- Movie poster
- Bengali: কুসুমপুরের গল্প
- Directed by: Ferdous Wahid
- Story by: Ferdous Wahid
- Produced by: Ferdous Wahid
- Starring: Ferdous Wahid; Mohsin Polash; Jasmin; Moumita;
- Music by: Habib Wahid
- Production company: Wahid Films
- Release date: 21 February 2014 (Bangladesh);
- Country: Bangladesh
- Language: Bengali

= Kusumpurer Golpo =

Bangladeshi romantic drama film

Kusumpurer Golpo (কুসুমপুরের গল্প; ) is a 2014 Bangladeshi romantic drama film. The film was produced and directed by Ferdous Wahid (in his big screen directorial debut). It featured himself, Palash, Jasmine and Moumita in the lead roles. And Shirin Alam, Anis Chowdhury, Kazi Raju and Badol have played supporting roles in the film.

==Plot==
Conflict started between two brothers of the same family over the share of property. After killing his father, the younger brother, blinded by greed for property, also planned to kill his elder brother. Then the elder brother fled with his family. One day unfortunately his only son Raja (Mohsin Polash) got lost.

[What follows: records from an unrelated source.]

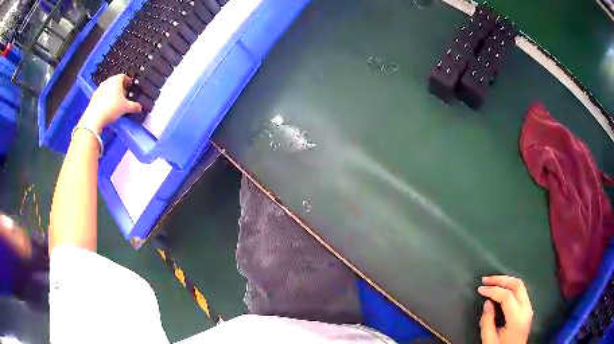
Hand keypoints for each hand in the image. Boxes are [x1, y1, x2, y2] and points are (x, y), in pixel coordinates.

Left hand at [79, 74, 141, 133]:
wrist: (94, 117)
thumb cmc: (112, 107)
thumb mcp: (125, 108)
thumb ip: (133, 106)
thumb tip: (140, 108)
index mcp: (116, 80)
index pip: (124, 77)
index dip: (128, 81)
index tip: (130, 85)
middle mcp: (108, 81)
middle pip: (115, 82)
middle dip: (120, 87)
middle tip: (124, 94)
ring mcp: (100, 88)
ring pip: (108, 87)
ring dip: (112, 92)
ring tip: (115, 100)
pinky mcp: (94, 96)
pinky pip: (102, 94)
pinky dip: (106, 97)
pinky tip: (107, 105)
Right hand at [478, 275, 532, 343]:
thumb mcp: (489, 340)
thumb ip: (487, 322)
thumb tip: (487, 303)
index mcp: (517, 318)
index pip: (507, 296)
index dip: (493, 290)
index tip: (480, 289)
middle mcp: (526, 309)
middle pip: (517, 285)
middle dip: (501, 279)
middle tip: (486, 279)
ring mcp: (529, 308)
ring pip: (520, 285)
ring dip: (506, 281)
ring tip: (492, 281)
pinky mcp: (528, 309)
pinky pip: (521, 291)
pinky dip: (510, 286)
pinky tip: (502, 288)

Raja grows up and finds his father. Then he finds out that his lover Moyna's (Jasmine) father is actually his younger uncle.

==Cast==
- Ferdous Wahid as Diganta Acharaya
- Mohsin Polash as Raja
- Jasmine as Moyna
- Moumita as Putul
- Kazi Raju
- Badol
- Shirin Alam
- Anis Chowdhury

==Soundtrack==
The film soundtrack is composed by Habib Wahid.

== Release ==
The film was released on February 21, 2014 in 13 theaters in Bangladesh.